Official News from Microsoft’s Information Platform
Machine Learning Blog
This blog post was authored by: Sahaj Saini, PM on the Microsoft Analytics Platform System (APS) team.
In this blog post, we’ll provide a quick overview of Symmetric Multi-Processing (SMP) vs. Massively Parallel Processing (MPP) systems, how to identify triggers for migrating from SMP to MPP, key considerations when moving to Microsoft Analytics Platform System (APS), and a discussion about how to take advantage of the power of an MPP solution such as APS.
Let us begin with a scenario. Emma is the Database Administrator at Adventure Works Cycles, a bicycle manufacturing company. At Adventure Works, Emma and her team are using traditional SQL Server SMP as their data warehousing solution. The company has been growing rapidly and with growing competition in the bicycle industry, the business analysts at Adventure Works Cycles would like quicker insight into their data. Emma is now facing the following challenges with the SMP deployment –
In order to overcome these challenges, Emma and her team evaluate the purchase of a larger, expensive and more powerful set of server and storage hardware to their datacenter. This approach would solve their problem but only for the short-term as the data growth is expected to explode in the next 12 months. With data growth that Adventure Works is expecting to see, even the bigger and more powerful SMP solutions would hit a wall very quickly. Emma would like to see a solution that scales as their data needs grow.
Before we jump into solving Emma’s problems, let’s quickly define what SMP and MPP are. Symmetric Multi-Processing (SMP) is a tightly coupled multiprocessor system where processors share resources – single instances of the Operating System (OS), memory, I/O devices and connected using a common bus. SMP is the primary parallel architecture employed in servers and is depicted in the following image.
Massively Parallel Processing (MPP) is the coordinated processing of a single task by multiple processors, each processor using its own OS and memory and communicating with each other using some form of messaging interface. MPP can be setup with a shared nothing or shared disk architecture.
In a shared nothing architecture, there is no single point of contention across the system and nodes do not share memory or disk storage. Data is horizontally partitioned across nodes, such that each node has a subset of rows from each table in the database. Each node then processes only the rows on its own disks. Systems based on this architecture can achieve massive scale as there is no single bottleneck to slow down the system. This is what Emma is looking for.
MPP with shared-nothing architecture is depicted in the following image.

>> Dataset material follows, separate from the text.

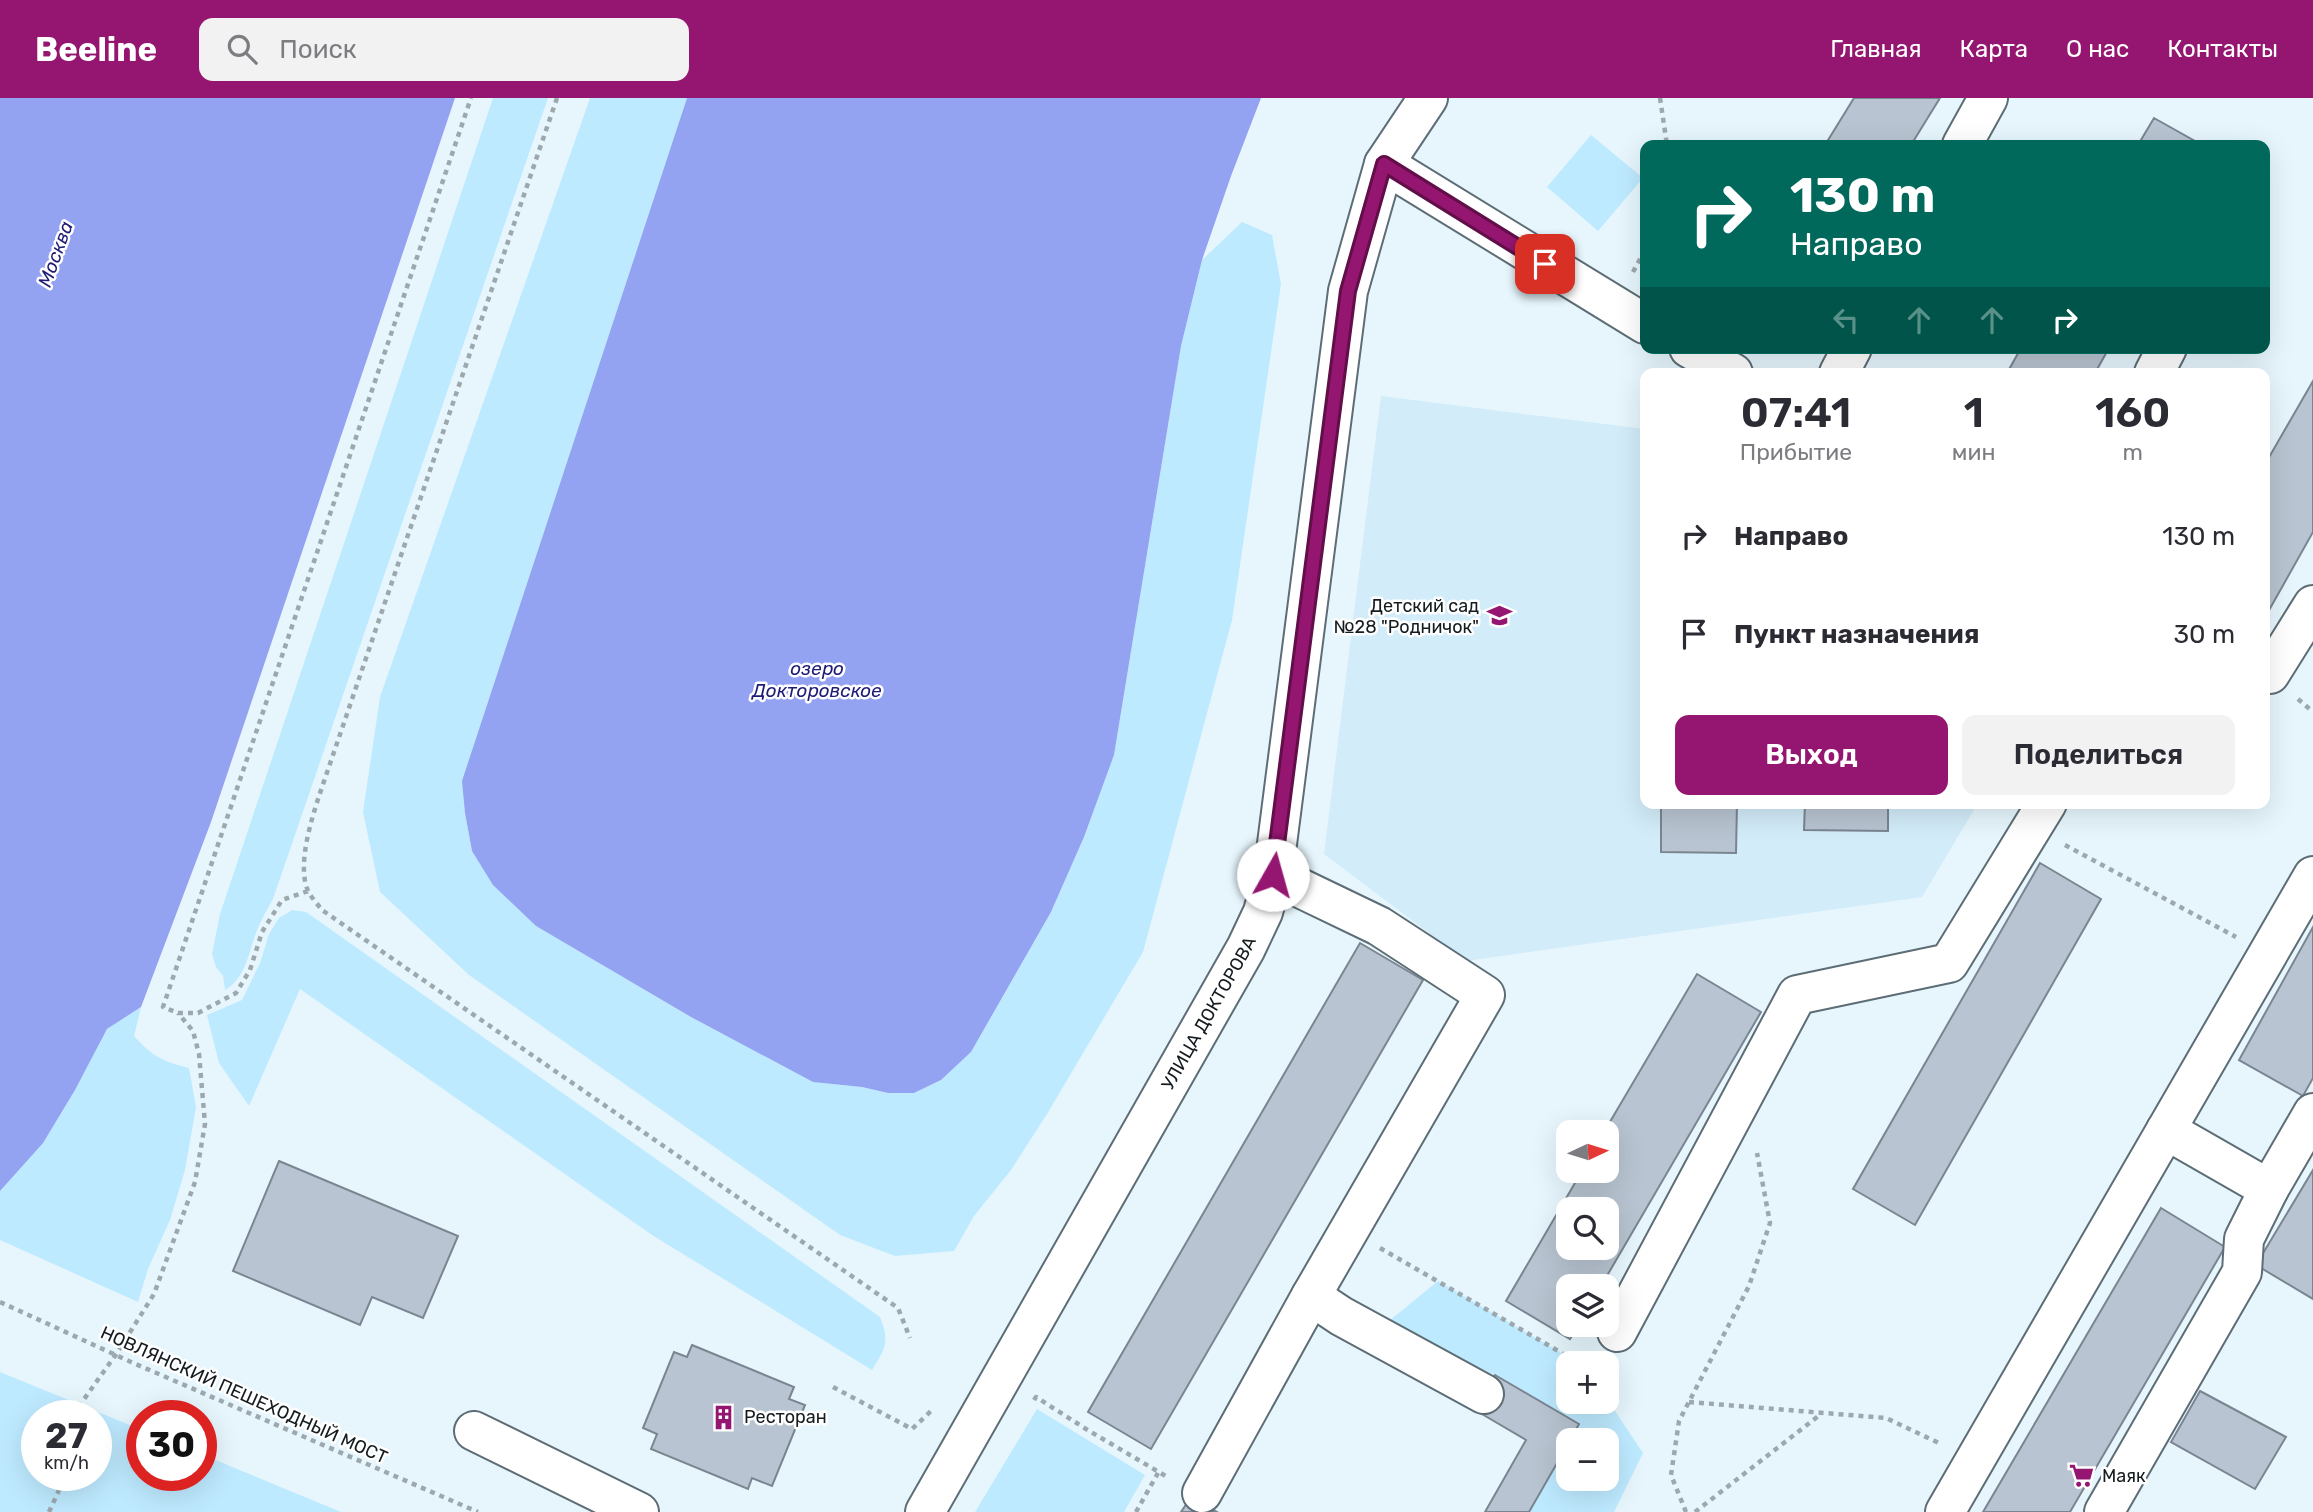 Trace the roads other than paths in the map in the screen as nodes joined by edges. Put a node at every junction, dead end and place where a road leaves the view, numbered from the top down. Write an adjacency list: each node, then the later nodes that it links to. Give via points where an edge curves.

Microsoft Parallel Data Warehouse (PDW) running on a Microsoft Analytics Platform System appliance is implemented as an MPP shared-nothing architecture. It consists of one control node and storage attached compute nodes inter-connected by Ethernet and Infiniband. The control node hosts the PDW engine – the brains of the MPP system – that creates parallel query plans, co-ordinates query execution on compute nodes, and data aggregation across the entire appliance. All nodes, including control and compute, host a Data Movement Service (DMS) to transfer data between nodes.
For more details on PDW architecture, you can read the Architecture of the Microsoft Analytics Platform System post.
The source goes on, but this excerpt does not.